**Please note - Actively hiring for this position in the San Diego, CA area**

As a Machine Learning Engineer, you will play a critical role in developing cutting-edge models and algorithms that transform data into actionable insights. You will collaborate with cross-functional teams, work on challenging projects, and work building one of our new exciting products in the environmental devices industry. This role is a contractor role, with strong opportunities for permanent hiring and growth.

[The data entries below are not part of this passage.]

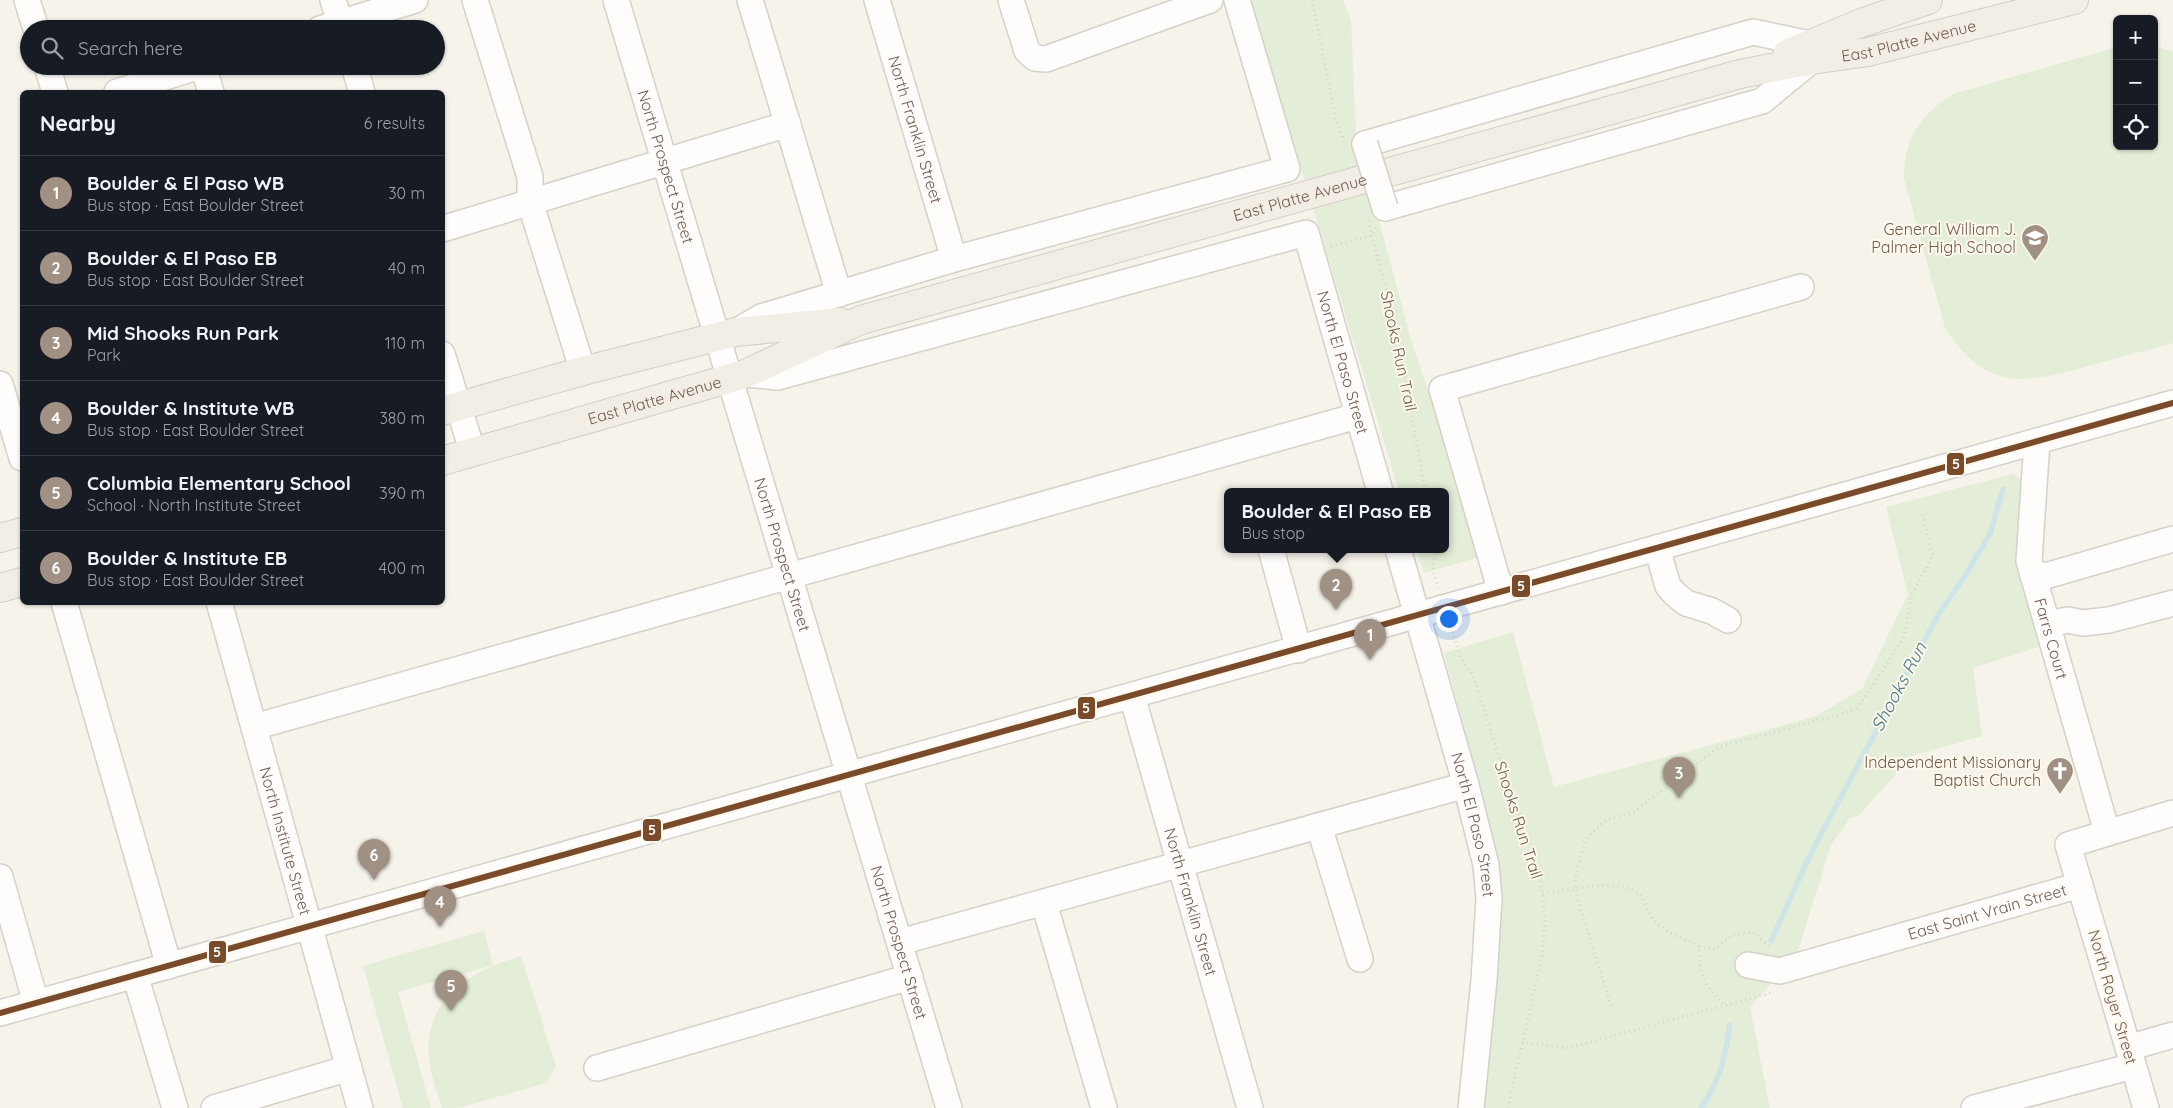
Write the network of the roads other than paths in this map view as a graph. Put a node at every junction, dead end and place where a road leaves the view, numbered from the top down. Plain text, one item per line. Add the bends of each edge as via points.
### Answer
1 (27, 0) edge
2 (415, 0) edge
3 (475, 0) edge
4 (616, 0) edge
5 (750, 0) edge
6 (877, 0) edge
7 (1011, 0) edge
8 (1210, 0) edge
9 (1237, 0) edge
10 (1928, 0) edge
11 (2072, 0) edge
12 (33, 20) edge
13 (334, 20) edge
14 (1811, 52) junction
15 (50, 75) edge
16 (172, 75) edge
17 (204, 75) edge
18 (357, 75) edge
19 (54, 90) edge
20 (123, 90) edge
21 (210, 90) edge
22 (361, 90) edge
23 (788, 124) junction
24 (666, 161) junction
25 (530, 202) junction
26 (445, 228) edge
27 (954, 259) junction
28 (1802, 287) dead end
29 (839, 294) junction
30 (861, 320) junction
31 (726, 335) junction
32 (583, 371) junction
33 (445, 375) edge
34 (738, 377) junction
35 (0, 384) edge
36 (450, 409) edge
37 (2171, 409) edge
38 (1357, 416) junction
39 (2037, 441) junction
40 (20, 451) edge
41 (473, 453) junction
42 (445, 461) edge
43 (1379, 488) edge
44 (20, 533) edge
45 (0, 538) edge
46 (2173, 539) edge
47 (1657, 548) junction
48 (1272, 553) edge
49 (1399, 553) edge
50 (2033, 576) junction
51 (789, 578) junction
52 (20, 583) edge
53 (0, 588) edge
54 (1501, 592) junction
55 (2173, 603) edge
56 (65, 605) edge
57 (220, 605) edge
58 (1417, 616) junction
59 (1728, 620) dead end
60 (2047, 624) junction
61 (1299, 650) junction
62 (1132, 696) junction
63 (254, 727) junction
64 (851, 774) junction
65 (1466, 785) junction
66 (2173, 812) edge
67 (1319, 826) junction
68 (2107, 832) junction
69 (1180, 865) junction
70 (0, 877) edge
71 (2080, 885) junction
72 (1044, 903) junction
73 (310, 926) junction
74 (900, 942) junction
75 (1360, 959) dead end
76 (1748, 965) dead end
77 (169, 966) junction
78 (135, 975) junction
79 (910, 977) junction
80 (36, 1003) junction
81 (0, 1013) edge
82 (2173, 1034) edge
83 (2131, 1057) junction
84 (349, 1068) junction
85 (597, 1068) dead end
86 (174, 1108) edge
87 (214, 1108) edge
88 (360, 1108) edge
89 (949, 1108) edge
90 (1104, 1108) edge
91 (1250, 1108) edge
92 (1470, 1108) edge
93 (1974, 1108) edge
94 (2146, 1108) edge

1 - 12 street
2 - 13 street
3 - 25 street via 530,177
4 - 24 street, North Prospect Street
5 - 23 street
6 - 27 street, North Franklin Street
7 - 8 street via 1026,51 1035,58 1046,59
9 - 27 street via 1287,169
10 - 14 main road, East Platte Avenue via 1860,23
11 - 14 main road, East Platte Avenue via 1868,52
14 - 14 street, bridge via 1762,101 1376,214 1356,147 1754,32
14 - 30 main road, East Platte Avenue
15 - 19 street
16 - 20 street
17 - 21 street
18 - 22 street
23 - 24 street
23 - 29 street
24 - 25 street
24 - 31 street, North Prospect Street
25 - 26 street
25 - 32 street
27 - 29 street
28 - 54 street via 1442,389
29 - 31 street via 762,317
30 - 31 main road, East Platte Avenue
30 - 34 main road, East Platte Avenue
31 - 32 main road, East Platte Avenue
31 - 34 street, North Prospect Street
32 - 36 main road, East Platte Avenue
33 - 36 street
34 - 38 street, North El Paso Street via 778,377 1308,242
34 - 41 main road, East Platte Avenue
34 - 51 street, North Prospect Street
35 - 40 street
36 - 41 street
37 - 39 street
38 - 43 street, North El Paso Street
38 - 51 street
39 - 47 street
39 - 50 street, Farrs Court via 2028,561
41 - 42 main road, East Platte Avenue
44 - 45 main road
46 - 50 street
47 - 54 street
47 - 59 street via 1668,586 1675,594 1686,604 1707,609
48 - 61 street
49 - 58 street, North El Paso Street
50 - 60 street, Farrs Court
51 - 63 street
51 - 64 street, North Prospect Street
52 - 53 main road
54 - 58 street
55 - 60 street via 2109,620 2083,623 2068,620
56 - 77 street
57 - 63 street, North Institute Street
58 - 61 street
58 - 65 street, North El Paso Street
60 - 68 street, Farrs Court
61 - 62 street
62 - 64 street
62 - 69 street, North Franklin Street
63 - 73 street, North Institute Street
64 - 73 street
64 - 74 street, North Prospect Street
65 - 67 street
65 - 92 street, North El Paso Street via 1486,866 1489,898
66 - 68 street, East Saint Vrain Street
67 - 69 street
67 - 75 street
68 - 71 street, East Saint Vrain Street via 2068,845
69 - 72 street
69 - 91 street, North Franklin Street
70 - 80 street
71 - 76 street, East Saint Vrain Street via 1780,971
71 - 83 street, North Royer Street
72 - 74 street
72 - 90 street
73 - 77 street
73 - 84 street, North Institute Street
74 - 79 street, North Prospect Street
77 - 78 street
78 - 80 street
78 - 86 street
79 - 85 street
79 - 89 street, North Prospect Street
80 - 81 street
82 - 83 street
83 - 93 street
83 - 94 street, North Royer Street
84 - 87 street
84 - 88 street, North Institute Street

If you have a strong foundation in machine learning frameworks, data manipulation, and model optimization, and are eager to apply your skills in a fast-paced, innovative environment, we would love to hear from you.

Our values:

  • Prudent optimism …glass-half-full, with a dose of caution to challenge our assumptions.
  • Intrinsic motivation …driven by autonomy, goal clarity, and regular feedback.
  • Commit to desired outcomes …define desired outcomes and achieve them vigorously.
  • No egos, no jerks …no joke.


You will be responsible for:

  • Expertise in ML frameworks and common ML libraries (TensorFlow, Keras, PyTorch, etc.).
  • Expertise in data manipulation and analysis skills. Should be comfortable with affiliated libraries (Pandas, NumPy, SciPy, etc.).
  • Understanding of a wide range of ML algorithms (SVMs, neural networks, clustering algorithms, etc.) and ensemble methods.
  • Experience with selecting appropriate models for various tasks, and understanding of how to improve models given their performance evaluations.
  • Expertise in feature selection, feature extraction, and feature engineering.
  • Deep learning expertise (knowledge of designing and implementing multiple neural network architectures, experience with transfer learning techniques, proficiency in tuning hyperparameters).
  • Data science skills (data analytics and visualization).

Qualifications:

  • 2 to 5 years relevant industry experience with Machine Learning, Statistics, Data Engineering, or similar
  • Experience with device development, robotics preferred
  • Strong understanding of data structures or algorithms
  • Familiar with hybrid models that integrate multiple data sources
  • Experienced with FCNNs (fully connected neural networks) and pre-trained CNNs
  • Comfortable with feature engineering, especially for unconventional classification models
  • Experienced with a wide range of modeling approaches such as SVMs and clustering algorithms

Preferred skills:

  • Experience taking ideas from inception to launch
  • Understanding of product market fit, user experience, analytics, metrics and testing
  • Experience working with highly scalable, fault-tolerant, secure and compliant architecture and systems
  • Strong communication skills and bias for action
  • Familiar with holographic data processing